Data extracted from a collection:

================================

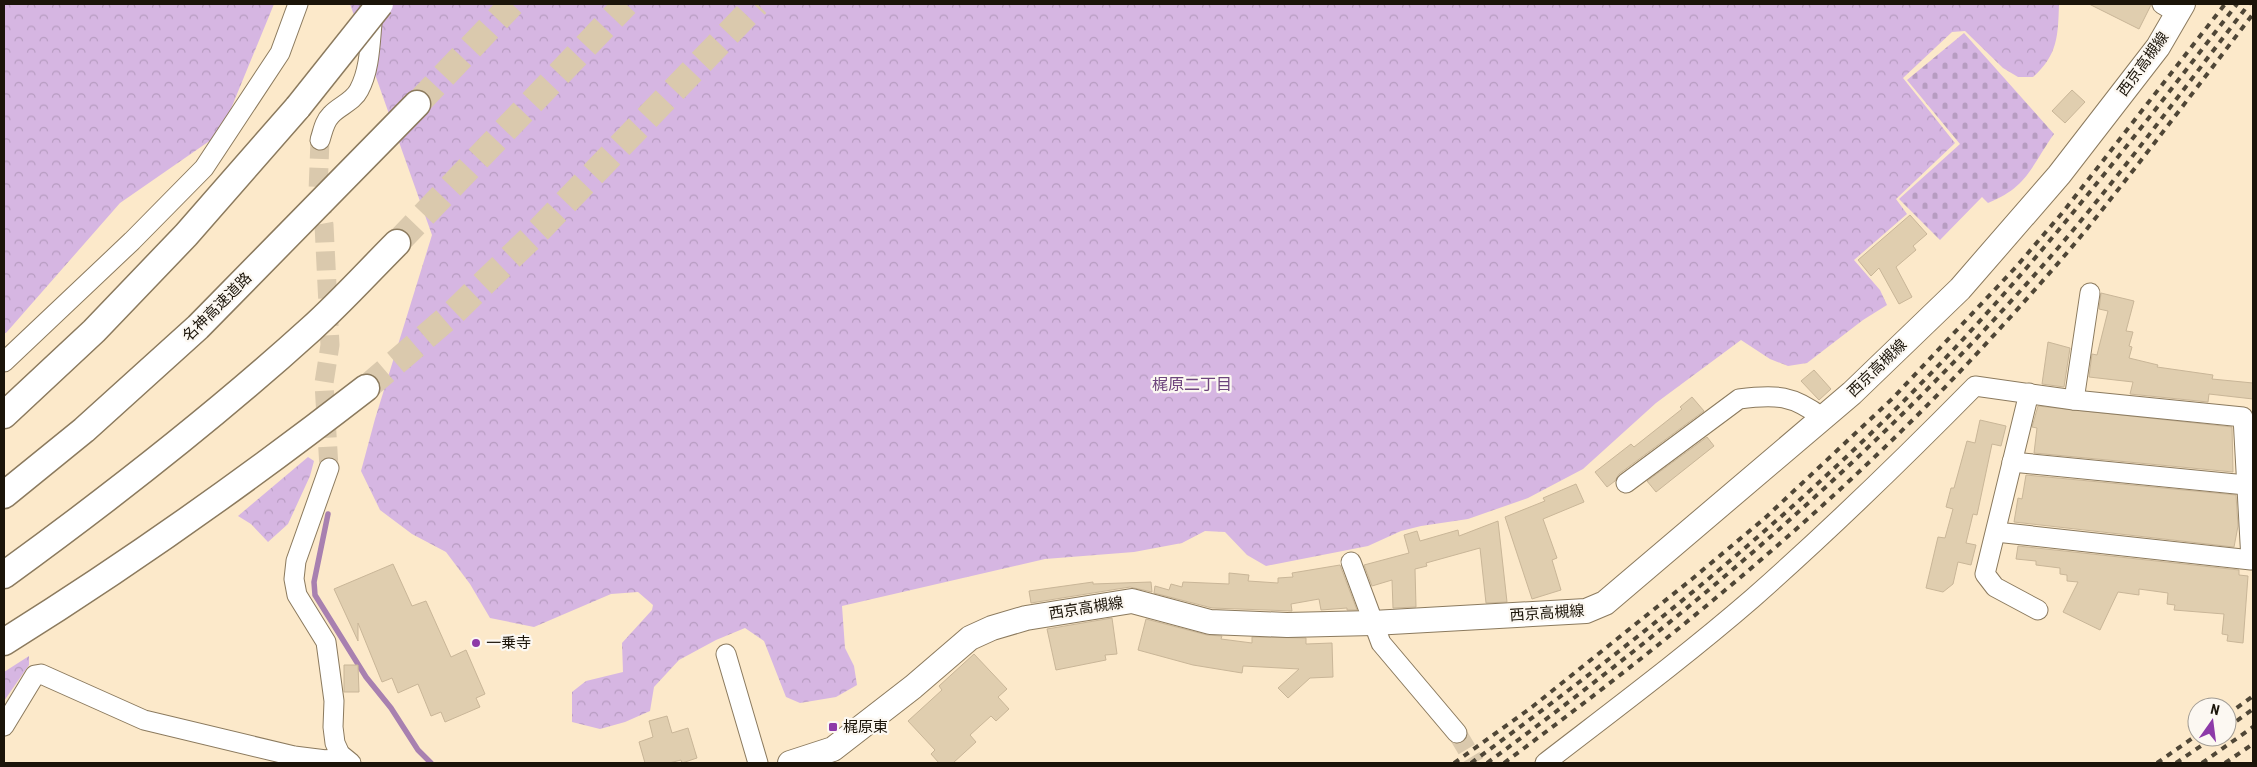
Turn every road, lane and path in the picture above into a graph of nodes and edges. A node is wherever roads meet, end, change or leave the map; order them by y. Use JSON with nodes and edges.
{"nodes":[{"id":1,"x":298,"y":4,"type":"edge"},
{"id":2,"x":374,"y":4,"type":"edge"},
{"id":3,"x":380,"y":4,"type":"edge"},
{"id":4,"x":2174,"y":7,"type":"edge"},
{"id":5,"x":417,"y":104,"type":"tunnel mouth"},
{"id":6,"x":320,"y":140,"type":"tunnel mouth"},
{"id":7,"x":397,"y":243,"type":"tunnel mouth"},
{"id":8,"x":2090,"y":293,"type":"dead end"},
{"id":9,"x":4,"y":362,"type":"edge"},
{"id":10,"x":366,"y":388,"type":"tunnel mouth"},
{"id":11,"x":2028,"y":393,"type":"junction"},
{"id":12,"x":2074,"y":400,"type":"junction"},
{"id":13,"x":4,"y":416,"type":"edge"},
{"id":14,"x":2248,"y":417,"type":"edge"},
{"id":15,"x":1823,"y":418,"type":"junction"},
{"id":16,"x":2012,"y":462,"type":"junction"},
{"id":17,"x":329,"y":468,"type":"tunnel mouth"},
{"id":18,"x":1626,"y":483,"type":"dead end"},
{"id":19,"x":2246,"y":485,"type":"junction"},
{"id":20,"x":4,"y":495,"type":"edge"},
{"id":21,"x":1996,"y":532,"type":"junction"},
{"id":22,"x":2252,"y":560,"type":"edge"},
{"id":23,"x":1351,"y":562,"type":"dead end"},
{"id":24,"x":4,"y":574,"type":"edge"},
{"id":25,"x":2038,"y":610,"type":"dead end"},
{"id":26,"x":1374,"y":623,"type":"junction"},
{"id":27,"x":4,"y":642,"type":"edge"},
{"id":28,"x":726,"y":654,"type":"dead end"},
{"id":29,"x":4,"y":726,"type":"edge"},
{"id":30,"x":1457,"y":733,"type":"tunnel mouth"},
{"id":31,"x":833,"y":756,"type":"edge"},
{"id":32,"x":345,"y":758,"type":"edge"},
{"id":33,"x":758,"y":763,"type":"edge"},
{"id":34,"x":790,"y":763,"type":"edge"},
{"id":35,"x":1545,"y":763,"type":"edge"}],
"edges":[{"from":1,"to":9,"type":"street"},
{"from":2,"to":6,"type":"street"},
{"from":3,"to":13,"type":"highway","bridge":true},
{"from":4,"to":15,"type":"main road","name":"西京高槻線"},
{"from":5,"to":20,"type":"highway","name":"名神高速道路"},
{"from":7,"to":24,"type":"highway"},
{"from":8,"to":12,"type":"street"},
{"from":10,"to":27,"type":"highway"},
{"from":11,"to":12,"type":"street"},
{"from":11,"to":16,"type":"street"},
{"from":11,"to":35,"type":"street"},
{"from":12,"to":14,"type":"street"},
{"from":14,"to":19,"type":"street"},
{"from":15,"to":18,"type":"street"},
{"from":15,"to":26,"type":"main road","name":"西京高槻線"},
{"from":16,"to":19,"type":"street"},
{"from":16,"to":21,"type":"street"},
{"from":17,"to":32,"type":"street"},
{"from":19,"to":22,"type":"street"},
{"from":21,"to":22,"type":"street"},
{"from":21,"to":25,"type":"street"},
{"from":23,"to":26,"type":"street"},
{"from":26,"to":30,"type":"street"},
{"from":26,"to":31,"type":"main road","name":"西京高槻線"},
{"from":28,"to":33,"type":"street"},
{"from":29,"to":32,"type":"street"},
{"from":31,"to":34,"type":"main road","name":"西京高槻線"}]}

================================

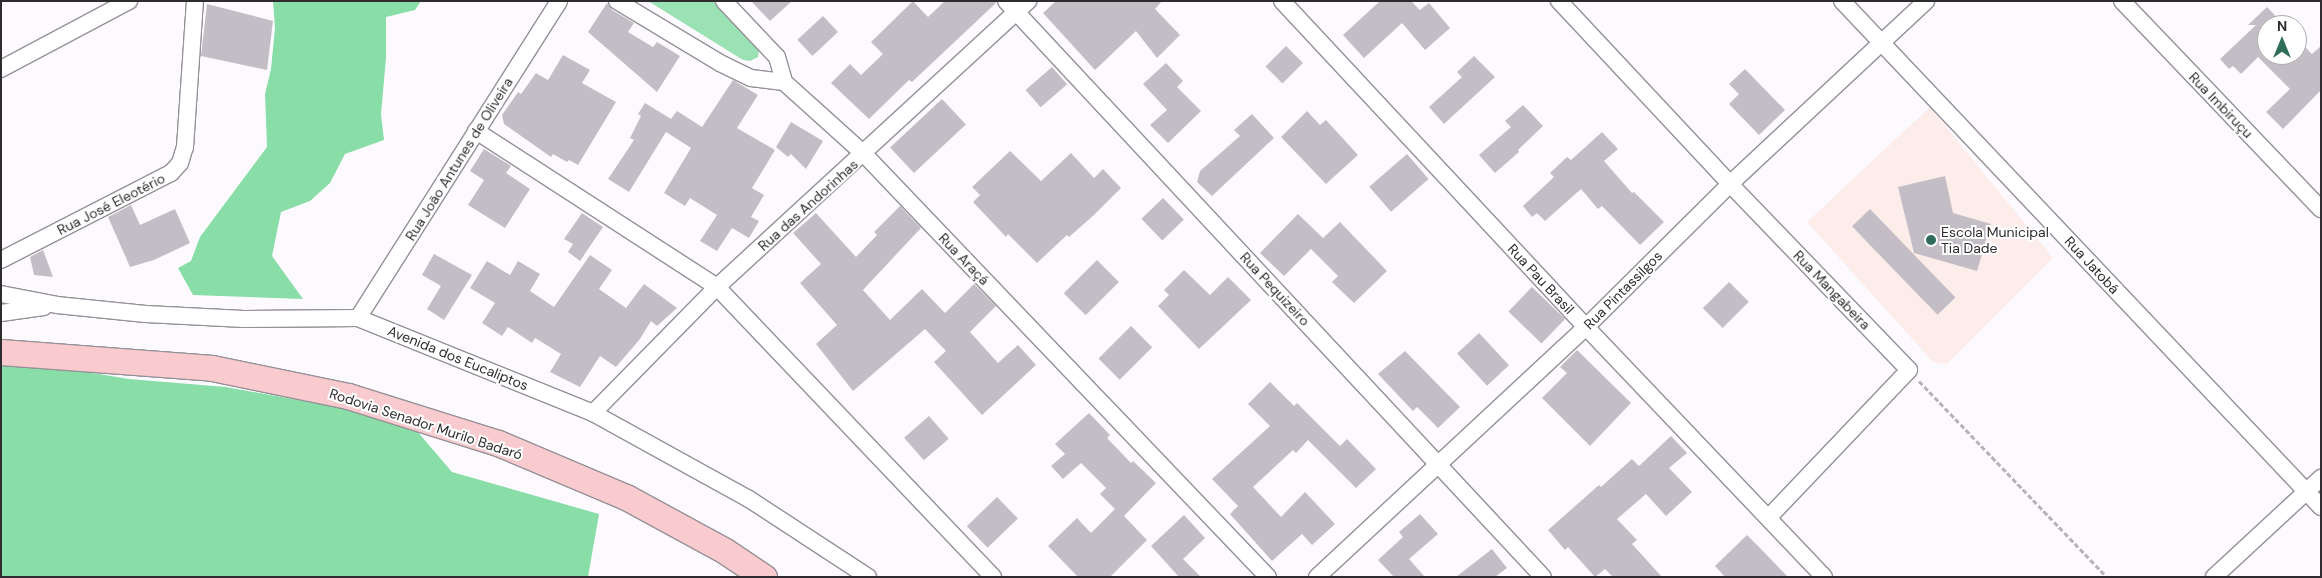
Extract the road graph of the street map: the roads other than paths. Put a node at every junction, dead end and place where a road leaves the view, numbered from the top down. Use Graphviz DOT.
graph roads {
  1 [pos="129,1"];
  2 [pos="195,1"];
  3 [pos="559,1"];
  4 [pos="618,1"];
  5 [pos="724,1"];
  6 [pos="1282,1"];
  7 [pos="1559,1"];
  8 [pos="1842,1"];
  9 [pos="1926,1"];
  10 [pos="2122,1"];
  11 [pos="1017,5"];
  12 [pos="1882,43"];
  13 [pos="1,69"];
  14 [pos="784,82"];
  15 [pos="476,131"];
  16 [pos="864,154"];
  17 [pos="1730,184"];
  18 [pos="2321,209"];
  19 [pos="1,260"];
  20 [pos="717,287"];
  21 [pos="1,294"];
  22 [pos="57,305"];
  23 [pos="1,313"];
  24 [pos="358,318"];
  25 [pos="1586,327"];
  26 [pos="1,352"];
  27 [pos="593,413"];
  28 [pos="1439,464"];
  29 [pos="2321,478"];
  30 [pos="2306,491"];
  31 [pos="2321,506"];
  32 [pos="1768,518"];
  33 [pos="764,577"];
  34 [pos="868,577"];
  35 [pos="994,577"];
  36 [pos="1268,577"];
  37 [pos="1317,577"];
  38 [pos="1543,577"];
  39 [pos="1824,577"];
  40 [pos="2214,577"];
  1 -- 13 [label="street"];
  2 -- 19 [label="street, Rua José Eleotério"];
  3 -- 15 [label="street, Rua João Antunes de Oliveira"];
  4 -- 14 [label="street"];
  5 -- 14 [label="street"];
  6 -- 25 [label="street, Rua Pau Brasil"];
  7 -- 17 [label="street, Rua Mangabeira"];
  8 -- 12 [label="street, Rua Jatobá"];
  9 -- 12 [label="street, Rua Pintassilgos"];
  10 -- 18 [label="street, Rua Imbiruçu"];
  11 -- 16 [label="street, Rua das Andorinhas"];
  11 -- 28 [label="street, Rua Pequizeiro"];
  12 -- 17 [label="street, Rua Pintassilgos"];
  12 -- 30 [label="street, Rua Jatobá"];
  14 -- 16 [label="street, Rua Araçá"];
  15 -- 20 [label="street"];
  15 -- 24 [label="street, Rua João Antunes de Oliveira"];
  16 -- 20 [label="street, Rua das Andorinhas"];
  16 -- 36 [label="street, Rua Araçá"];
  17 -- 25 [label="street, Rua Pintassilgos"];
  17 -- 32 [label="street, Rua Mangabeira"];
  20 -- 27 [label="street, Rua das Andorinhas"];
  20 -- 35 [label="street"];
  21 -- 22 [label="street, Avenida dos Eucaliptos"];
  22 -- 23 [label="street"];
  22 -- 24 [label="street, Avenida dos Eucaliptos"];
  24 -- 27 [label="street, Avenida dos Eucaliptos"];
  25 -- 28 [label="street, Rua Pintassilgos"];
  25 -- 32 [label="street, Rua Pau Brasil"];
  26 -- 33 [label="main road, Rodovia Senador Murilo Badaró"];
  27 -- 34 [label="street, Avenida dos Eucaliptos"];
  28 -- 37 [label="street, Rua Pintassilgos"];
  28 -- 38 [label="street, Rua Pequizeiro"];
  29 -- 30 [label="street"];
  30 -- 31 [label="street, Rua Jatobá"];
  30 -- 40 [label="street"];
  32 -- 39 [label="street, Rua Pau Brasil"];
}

================================

** REQUIREMENT **
Copy whichever lines above contain the string "Antunes".

** WRITTEN RESPONSE **
  3 -- 15 [label="street, Rua João Antunes de Oliveira"];
  15 -- 24 [label="street, Rua João Antunes de Oliveira"];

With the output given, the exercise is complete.